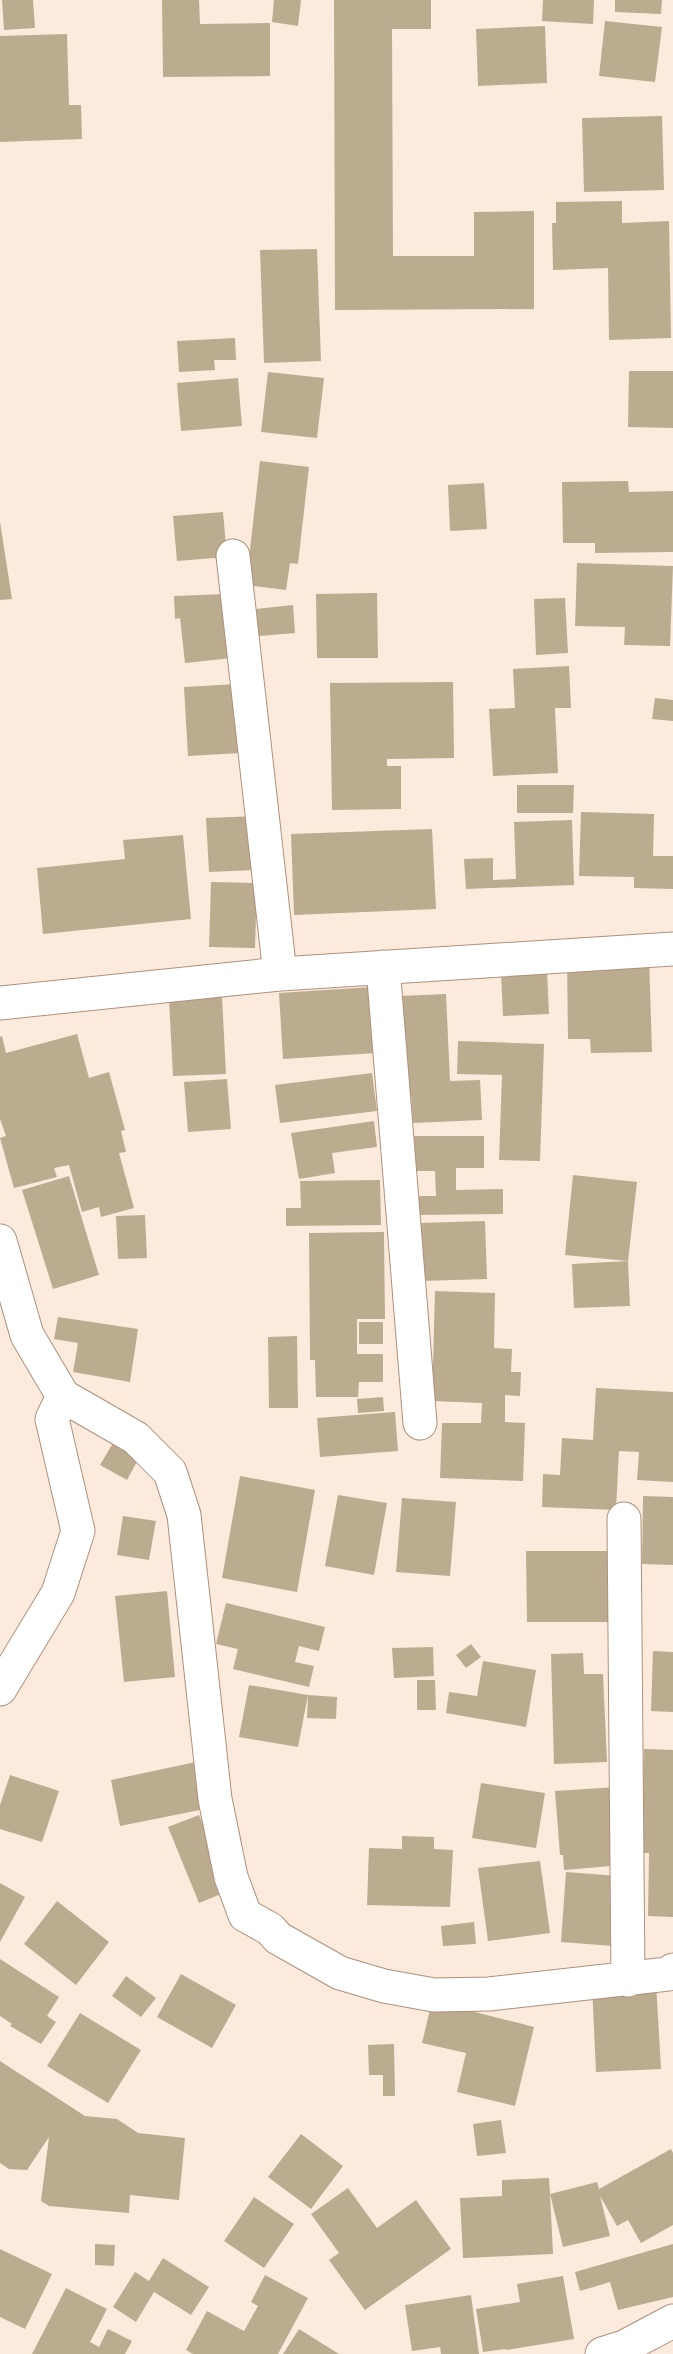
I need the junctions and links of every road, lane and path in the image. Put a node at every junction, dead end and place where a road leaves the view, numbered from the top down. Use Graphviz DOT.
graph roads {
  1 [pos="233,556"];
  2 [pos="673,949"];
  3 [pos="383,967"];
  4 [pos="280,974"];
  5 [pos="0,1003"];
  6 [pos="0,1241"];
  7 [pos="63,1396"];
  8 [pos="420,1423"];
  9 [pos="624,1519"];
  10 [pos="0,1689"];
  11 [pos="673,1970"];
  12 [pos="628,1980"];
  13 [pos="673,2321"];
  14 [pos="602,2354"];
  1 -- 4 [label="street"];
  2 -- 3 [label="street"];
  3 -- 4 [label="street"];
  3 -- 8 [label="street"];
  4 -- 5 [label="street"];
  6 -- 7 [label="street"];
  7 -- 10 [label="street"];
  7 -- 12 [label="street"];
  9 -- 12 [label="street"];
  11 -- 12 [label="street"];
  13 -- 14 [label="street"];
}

**Assigned task:**
Leaving aside the pictures, copy the listing above exactly.

**Answer:**
I need the junctions and links of every road, lane and path in the image. Put a node at every junction, dead end and place where a road leaves the view, numbered from the top down. Use Graphviz DOT.
graph roads {
  1 [pos="233,556"];
  2 [pos="673,949"];
  3 [pos="383,967"];
  4 [pos="280,974"];
  5 [pos="0,1003"];
  6 [pos="0,1241"];
  7 [pos="63,1396"];
  8 [pos="420,1423"];
  9 [pos="624,1519"];
  10 [pos="0,1689"];
  11 [pos="673,1970"];
  12 [pos="628,1980"];
  13 [pos="673,2321"];
  14 [pos="602,2354"];
  1 -- 4 [label="street"];
  2 -- 3 [label="street"];
  3 -- 4 [label="street"];
  3 -- 8 [label="street"];
  4 -- 5 [label="street"];
  6 -- 7 [label="street"];
  7 -- 10 [label="street"];
  7 -- 12 [label="street"];
  9 -- 12 [label="street"];
  11 -- 12 [label="street"];
  13 -- 14 [label="street"];
}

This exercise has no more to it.